* Task directions: The full set of entries needs to be reproduced exactly.
######
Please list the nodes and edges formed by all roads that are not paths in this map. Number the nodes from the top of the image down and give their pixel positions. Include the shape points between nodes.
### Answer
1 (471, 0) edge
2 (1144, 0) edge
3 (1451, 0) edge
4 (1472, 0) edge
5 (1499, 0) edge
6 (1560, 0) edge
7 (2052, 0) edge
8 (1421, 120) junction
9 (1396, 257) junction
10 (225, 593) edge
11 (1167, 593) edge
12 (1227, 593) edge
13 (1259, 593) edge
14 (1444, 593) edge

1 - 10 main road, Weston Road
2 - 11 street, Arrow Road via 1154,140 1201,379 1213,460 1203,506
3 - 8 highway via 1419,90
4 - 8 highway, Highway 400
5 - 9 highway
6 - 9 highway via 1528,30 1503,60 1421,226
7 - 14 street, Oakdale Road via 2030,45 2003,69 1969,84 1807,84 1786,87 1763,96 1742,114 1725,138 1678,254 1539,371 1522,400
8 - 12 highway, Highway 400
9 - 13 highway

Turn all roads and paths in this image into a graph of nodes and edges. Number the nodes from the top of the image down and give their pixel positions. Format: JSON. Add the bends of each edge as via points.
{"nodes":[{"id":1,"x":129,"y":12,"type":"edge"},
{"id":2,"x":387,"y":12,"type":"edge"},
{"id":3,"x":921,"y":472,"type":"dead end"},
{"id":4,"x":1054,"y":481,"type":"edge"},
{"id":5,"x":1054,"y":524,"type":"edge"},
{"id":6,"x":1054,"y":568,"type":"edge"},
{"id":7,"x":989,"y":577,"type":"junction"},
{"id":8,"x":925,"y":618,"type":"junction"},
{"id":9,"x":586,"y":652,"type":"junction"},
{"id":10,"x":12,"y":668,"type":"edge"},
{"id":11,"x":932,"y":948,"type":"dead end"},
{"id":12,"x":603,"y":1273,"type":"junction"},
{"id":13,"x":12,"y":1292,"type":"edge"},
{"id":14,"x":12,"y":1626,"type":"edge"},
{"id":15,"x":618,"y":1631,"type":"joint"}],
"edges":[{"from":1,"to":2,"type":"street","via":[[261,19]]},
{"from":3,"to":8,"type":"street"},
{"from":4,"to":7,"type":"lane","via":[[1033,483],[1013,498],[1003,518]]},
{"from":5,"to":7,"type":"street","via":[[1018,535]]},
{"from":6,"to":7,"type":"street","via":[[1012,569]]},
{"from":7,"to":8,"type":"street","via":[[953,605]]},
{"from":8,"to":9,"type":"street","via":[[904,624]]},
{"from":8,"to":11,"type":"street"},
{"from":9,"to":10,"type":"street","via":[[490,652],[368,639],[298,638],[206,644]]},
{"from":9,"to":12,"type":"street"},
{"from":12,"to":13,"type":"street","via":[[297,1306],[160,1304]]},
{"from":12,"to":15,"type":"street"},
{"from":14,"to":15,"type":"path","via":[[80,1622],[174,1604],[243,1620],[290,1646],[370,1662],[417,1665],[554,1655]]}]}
######
* Your response:
Please list the nodes and edges formed by all roads that are not paths in this map. Number the nodes from the top of the image down and give their pixel positions. Include the shape points between nodes.
### Answer
1 (471, 0) edge
2 (1144, 0) edge
3 (1451, 0) edge
4 (1472, 0) edge
5 (1499, 0) edge
6 (1560, 0) edge
7 (2052, 0) edge
8 (1421, 120) junction
9 (1396, 257) junction
10 (225, 593) edge
11 (1167, 593) edge
12 (1227, 593) edge
13 (1259, 593) edge
14 (1444, 593) edge

1 - 10 main road, Weston Road
2 - 11 street, Arrow Road via 1154,140 1201,379 1213,460 1203,506
3 - 8 highway via 1419,90
4 - 8 highway, Highway 400
5 - 9 highway
6 - 9 highway via 1528,30 1503,60 1421,226
7 - 14 street, Oakdale Road via 2030,45 2003,69 1969,84 1807,84 1786,87 1763,96 1742,114 1725,138 1678,254 1539,371 1522,400
8 - 12 highway, Highway 400
9 - 13 highway

Turn all roads and paths in this image into a graph of nodes and edges. Number the nodes from the top of the image down and give their pixel positions. Format: JSON. Add the bends of each edge as via points.
{"nodes":[{"id":1,"x":129,"y":12,"type":"edge"},
{"id":2,"x":387,"y":12,"type":"edge"},
{"id":3,"x":921,"y":472,"type":"dead end"},
{"id":4,"x":1054,"y":481,"type":"edge"},
{"id":5,"x":1054,"y":524,"type":"edge"},
{"id":6,"x":1054,"y":568,"type":"edge"},
{"id":7,"x":989,"y":577,"type":"junction"},
{"id":8,"x":925,"y":618,"type":"junction"},
{"id":9,"x":586,"y":652,"type":"junction"},
{"id":10,"x":12,"y":668,"type":"edge"},
{"id":11,"x":932,"y":948,"type":"dead end"},
{"id":12,"x":603,"y":1273,"type":"junction"},
{"id":13,"x":12,"y":1292,"type":"edge"},
{"id":14,"x":12,"y":1626,"type":"edge"},
{"id":15,"x":618,"y":1631,"type":"joint"}],
"edges":[{"from":1,"to":2,"type":"street","via":[[261,19]]},
{"from":3,"to":8,"type":"street"},
{"from":4,"to":7,"type":"lane","via":[[1033,483],[1013,498],[1003,518]]},
{"from":5,"to":7,"type":"street","via":[[1018,535]]},
{"from":6,"to":7,"type":"street","via":[[1012,569]]},
{"from":7,"to":8,"type":"street","via":[[953,605]]},
{"from":8,"to":9,"type":"street","via":[[904,624]]},
{"from":8,"to":11,"type":"street"},
{"from":9,"to":10,"type":"street","via":[[490,652],[368,639],[298,638],[206,644]]},
{"from":9,"to":12,"type":"street"},
{"from":12,"to":13,"type":"street","via":[[297,1306],[160,1304]]},
{"from":12,"to":15,"type":"street"},
{"from":14,"to":15,"type":"path","via":[[80,1622],[174,1604],[243,1620],[290,1646],[370,1662],[417,1665],[554,1655]]}]}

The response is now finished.